I picked up my friends Jo and Lilian today to take them to our lunch club in Norwich. I was roped into this by my mother, thirty years ago – not picking up J & L, but the club; I was the youngest member then and I’m the youngest member now. Jo is 94, with another birthday this summer, and Lilian is her younger sister at 90, also with a summer birthday to come.
They are about to move house. They live in a townhouse on three floors, the living accommodation on the first floor, bedrooms on the second, and a utility room and guest bedroom on the ground floor. Jo has used crutches for many years, since a hospital-administered antibiotic destroyed her balance. They’ve decided that they need to live in a house with the sitting room etc on the ground floor, but were very anxious to stay near all their friends, and found something suitable down the road, near the river. It has a small garden, something they’ve hugely missed since moving from their big house eight years ago.
They are due to get the keys tomorrow and will move over the summer, once they’ve had some decorating done and a new kitchen put in. But the point of me telling you all this is to come.
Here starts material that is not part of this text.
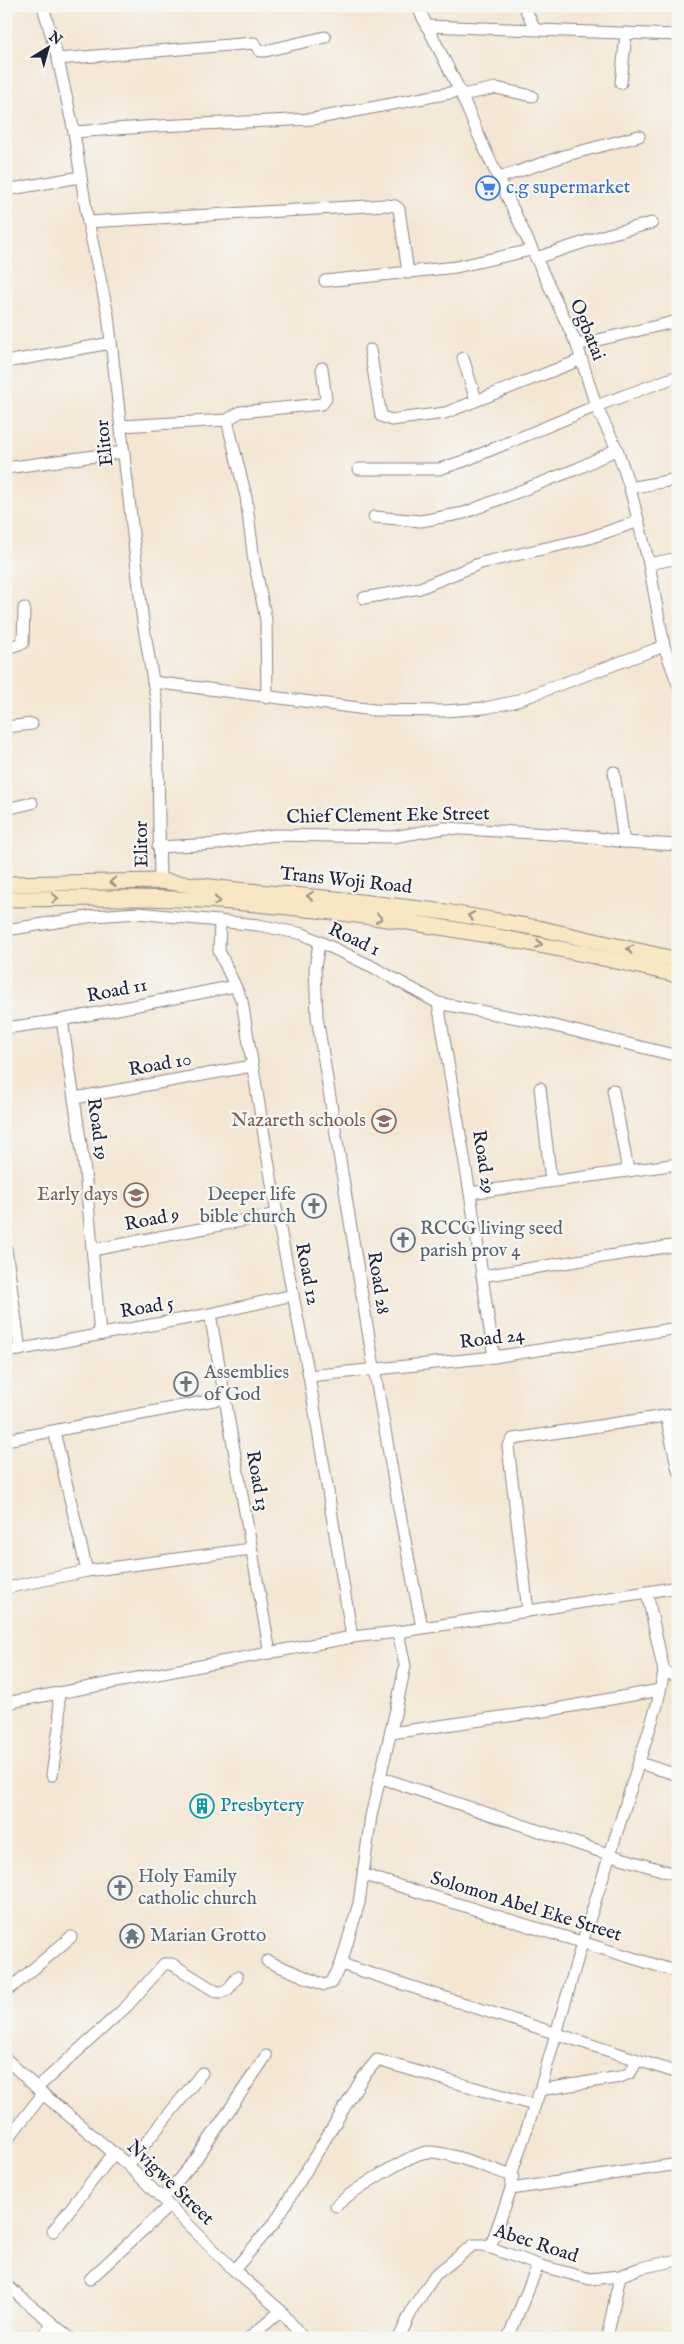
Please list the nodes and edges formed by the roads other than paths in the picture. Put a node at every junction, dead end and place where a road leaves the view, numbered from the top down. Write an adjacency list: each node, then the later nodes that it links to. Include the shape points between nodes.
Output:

The asking price was £300,000, they offered £260,000 and finally settled at £275,000. Recently, their solicitor visited them to bring the contract for them to sign. Lilian observed that the price was £257,000 and pointed out the mistake. The solicitor assured them that this was the price quoted in all the documentation. They signed. Presumably, the other party signed too. No one else has noticed, it seems.
I suppose that, if that’s the figure on the document, that’s all they owe. But it’s quite a mistake to have been made. When the vendors, who presumably didn’t read the contract before signing it, realise, they are not going to be very happy at all. I wonder where the mistake was made? If it was from the estate agent, then it isn’t the vendors’ solicitor’s fault. If it was the solicitor, it wasn’t the estate agent’s. Jo and Lilian’s solicitor didn’t draw up the contract, so it wasn’t his fault, nor was it theirs. I feel that the ultimate responsibility is the vendors’, as they should have read the paperwork, but the person who drew it up or gave wrong info is at fault, arguably, too. I’ll find out what has happened in due course and am quite intrigued. Jo and Lilian are totally honest and I suspect they’ll do the decent thing, possibly with a bit of haggling for a discount, because they dearly love a bargain too. But it’s remarkable that the only person who noticed is a 90-year-old.
Not a lot else to report, darlings. Chicks’ wing feathers are growing rapidly, Rose’s chooks are roosting with mine for the weekend while she’s away, Wince hoed the gravel, from which I’d pulled a barrowload of weeds yesterday. My eldest grandson has won a prestigious award for computer programming – that’s a throwaway remark of course, we’re pretending to be modest but, actually, it’s a huge achievement and we’re extremely proud. He’s pretty pleased himself, it’s been 8 months work and he did it all and then gave a presentation to hundreds of experts. He’s a clever and focussed young man.